Laut dem Sender CNN soll eine nicht genannte Person aber ein so rekonstruiertes Audio-Dokument von den letzten 30 Sekunden des tödlichen Fluges veröffentlicht haben.

«Respekt gegenüber den Unfallopfern und ihren Familien»

Die Behörde reagierte. «Das NTSB ist sich bewusst, dass Fortschritte in der Bilderkennung und bei Berechnungsmethoden es Einzelpersonen ermöglicht haben, aus den im Rahmen von NTSB-Untersuchungen veröffentlichten Klangspektrum-Darstellungen annähernde Rekonstruktionen der Tonaufzeichnungen aus dem Cockpit zu erstellen, darunter auch im Rahmen der laufenden Untersuchung des Absturzes von UPS-Flug 5X2976 im vergangenen Jahr in Louisville, Kentucky», so die Behörde in einer Stellungnahme am 21. Mai. Sie schaltete das Docket-System ab. Ein NTSB-Sprecher erklärte gegenüber CNN: «Niemand war sich bewusst, dass man aus einem Bild Tonaufnahmen rekonstruieren kann.»

NTSB-Chefin Jennifer Homendy nannte solche Rekonstruktionen «äußerst beunruhigend». «Gesetze gegen die Veröffentlichung von Cockpitstimmenrekorder-Aufnahmen dienen dem Schutz der Privatsphäre, der Wahrung der Integrität der NTSB-Untersuchungen sowie dem Respekt gegenüber den Unfallopfern und ihren Familien in einer Zeit großer Trauer», so Homendy.

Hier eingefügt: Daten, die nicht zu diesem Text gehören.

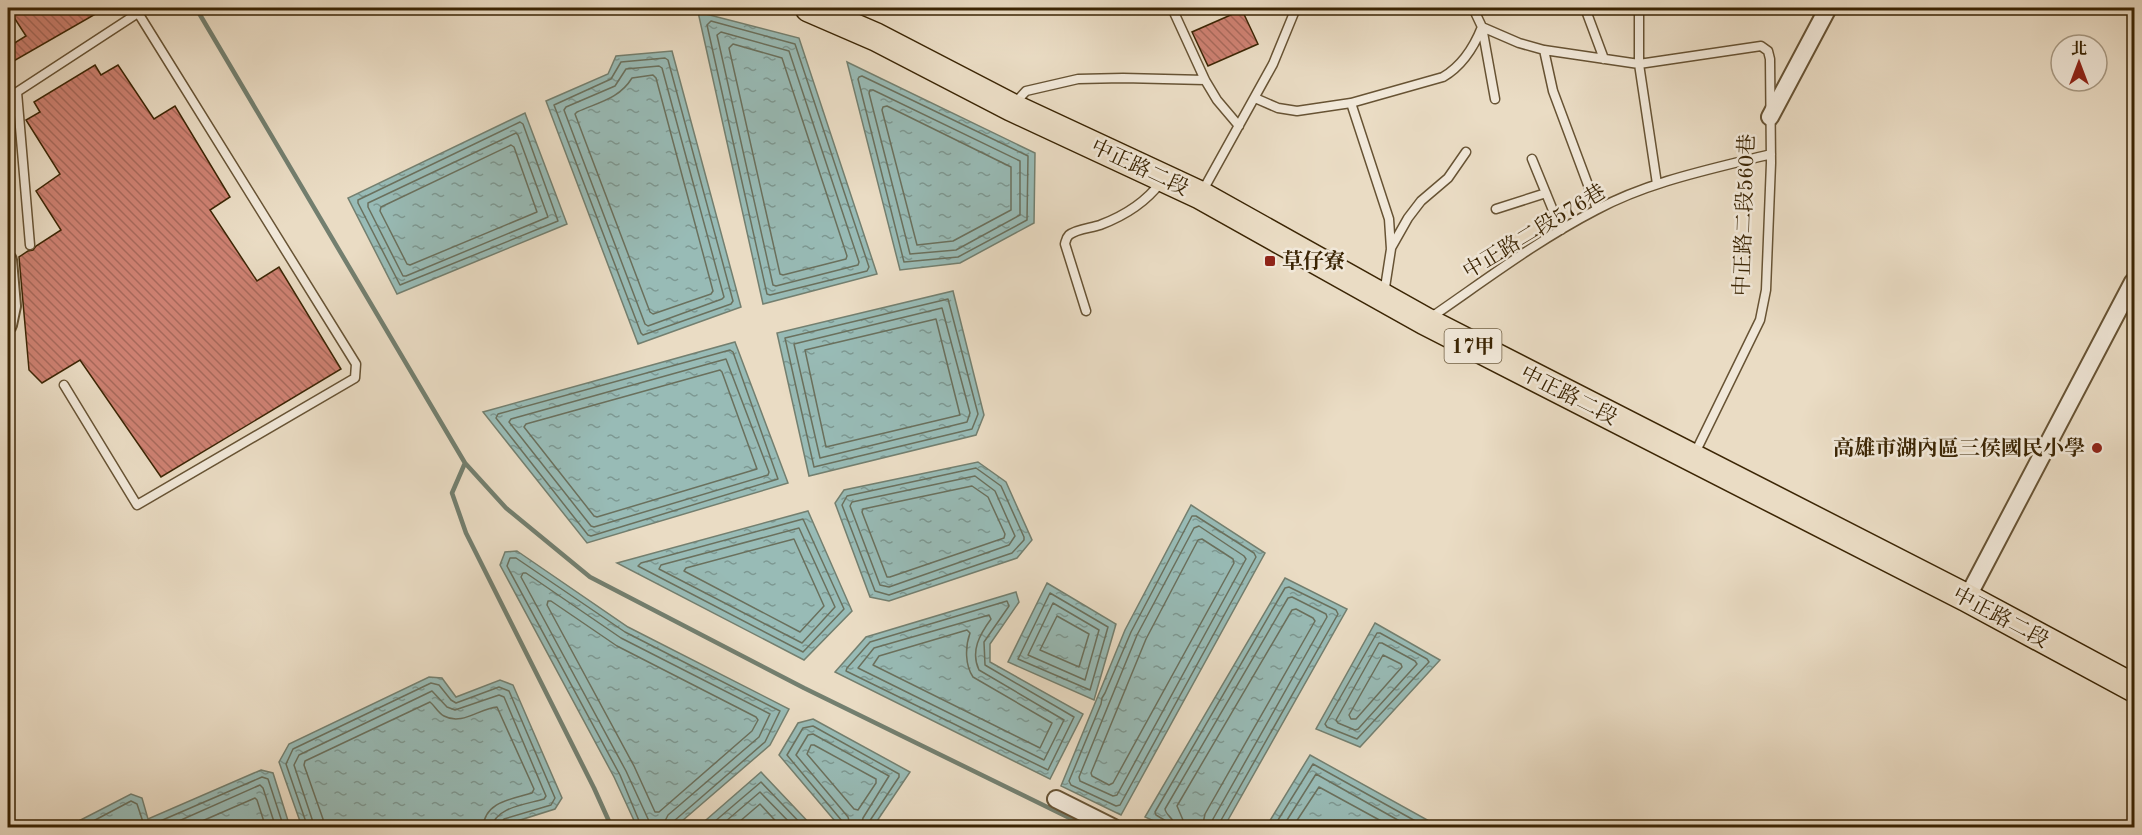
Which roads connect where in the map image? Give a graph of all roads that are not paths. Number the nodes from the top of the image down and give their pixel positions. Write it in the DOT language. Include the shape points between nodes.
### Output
graph roads {
  1 [pos="809,8"];
  2 [pos="1172,8"];
  3 [pos="1296,8"];
  4 [pos="1473,8"];
  5 [pos="1585,8"];
  6 [pos="1639,8"];
  7 [pos="1828,8"];
  8 [pos="137,10"];
  9 [pos="1482,27"];
  10 [pos="1544,50"];
  11 [pos="1604,59"];
  12 [pos="1638,64"];
  13 [pos="1205,80"];
  14 [pos="1255,98"];
  15 [pos="1495,99"];
  16 [pos="1351,102"];
  17 [pos="1011,107"];
  18 [pos="1770,117"];
  19 [pos="1239,126"];
  20 [pos="1466,152"];
  21 [pos="1771,154"];
  22 [pos="1532,159"];
  23 [pos="1163,179"];
  24 [pos="1657,184"];
  25 [pos="1546,194"];
  26 [pos="1200,195"];
  27 [pos="1496,208"];
  28 [pos="1597,209"];
  29 [pos="1561,230"];
  30 [pos="30,245"];
  31 [pos="1391,249"];
  32 [pos="8,260"];
  33 [pos="2134,283"];
  34 [pos="1383,299"];
  35 [pos="1086,311"];
  36 [pos="1425,321"];
  37 [pos="8,325"];
  38 [pos="64,385"];
  39 [pos="1693,458"];
  40 [pos="1967,598"];
  41 [pos="2134,688"];
  42 [pos="1056,799"];
  43 [pos="1114,828"];
  1 -- 17 [label="main road, 中正路二段 / 17甲" via="876,37"];
  2 -- 13 [label="lane"];
  3 -- 14 [label="lane" via="1274,64"];
  4 -- 9 [label="lane"];
  5 -- 11 [label="lane"];
  6 -- 12 [label="lane"];
  7 -- 18 [label="street, 中正路二段560巷"];
  8 -- 30 [label="lane" via="17,92"];
  8 -- 38 [label="lane" via="356,364 355,378 137,506"];
  9 -- 10 [label="lane"];
  9 -- 15 [label="lane"];
  9 -- 16 [label="lane" via="1472,50 1450,73"];
  10 -- 11 [label="lane"];
  10 -- 28 [label="lane" via="1553,91"];
  11 -- 12 [label="lane"];
  12 -- 18 [label="lane" via="1761,46 1770,59"];
  12 -- 24 [label="lane"];
  13 -- 17 [label="lane" via="1078,79 1026,91"];
  13 -- 19 [label="lane"];
  14 -- 16 [label="lane" via="1289,111"];
  14 -- 19 [label="lane"];
  16 -- 31 [label="lane" via="1389,219"];
  17 -- 23 [label="main road, 中正路二段 / 17甲"];
  18 -- 21 [label="lane, 中正路二段560巷"];
  19 -- 26 [label="lane"];
  20 -- 31 [label="lane" via="1448,178 1421,201"];
  21 -- 24 [label="lane, 中正路二段576巷"];
  21 -- 39 [label="lane, 中正路二段560巷" via="1766,290 1760,320"];
  22 -- 25 [label="lane"];
  23 -- 26 [label="main road, 中正路二段 / 17甲"];
  23 -- 35 [label="lane" via="1151,195 1130,211 1067,238 1065,244"];
  24 -- 28 [label="lane, 中正路二段576巷"];
  25 -- 27 [label="lane"];
  25 -- 29 [label="lane"];
  26 -- 34 [label="main road, 中正路二段 / 17甲"];
  28 -- 29 [label="lane, 中正路二段576巷"];
  29 -- 36 [label="lane, 中正路二段576巷"];
  31 -- 34 [label="lane"];
  32 -- 37 [label="street" via="12,306"];
  33 -- 40 [label="street"];
  34 -- 36 [label="main road, 中正路二段 / 17甲"];
  36 -- 39 [label="main road, 中正路二段 / 17甲"];
  39 -- 40 [label="main road, 中正路二段 / 17甲"];
  40 -- 41 [label="main road, 中正路二段 / 17甲"];
  42 -- 43 [label="street"];
}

NTSB schaltet Dokumentensammlung wieder frei

Am folgenden Tag gab es ein Update: «Der Zugriff auf das Docket-System wurde nun für alle Untersuchungen wiederhergestellt, mit Ausnahme von 42 Untersuchungen, die noch geprüft werden», so das NTSB. Sobald diese Prüfungen abgeschlossen seien, einschließlich des Dockets zum UPS-Flug 5X2976, werde auch da der Zugriff wieder hergestellt.

Scott Manley, der auf das Problem aufmerksam gemacht hatte, kommentierte: «Um es klar zu sagen: Es gab keinen 'Fortschritt in der Bilderkennung', der erforderlich gewesen wäre.» Es handele sich um eine alte Idee, die nun durch KI-Unterstützung einfacher umzusetzen sei.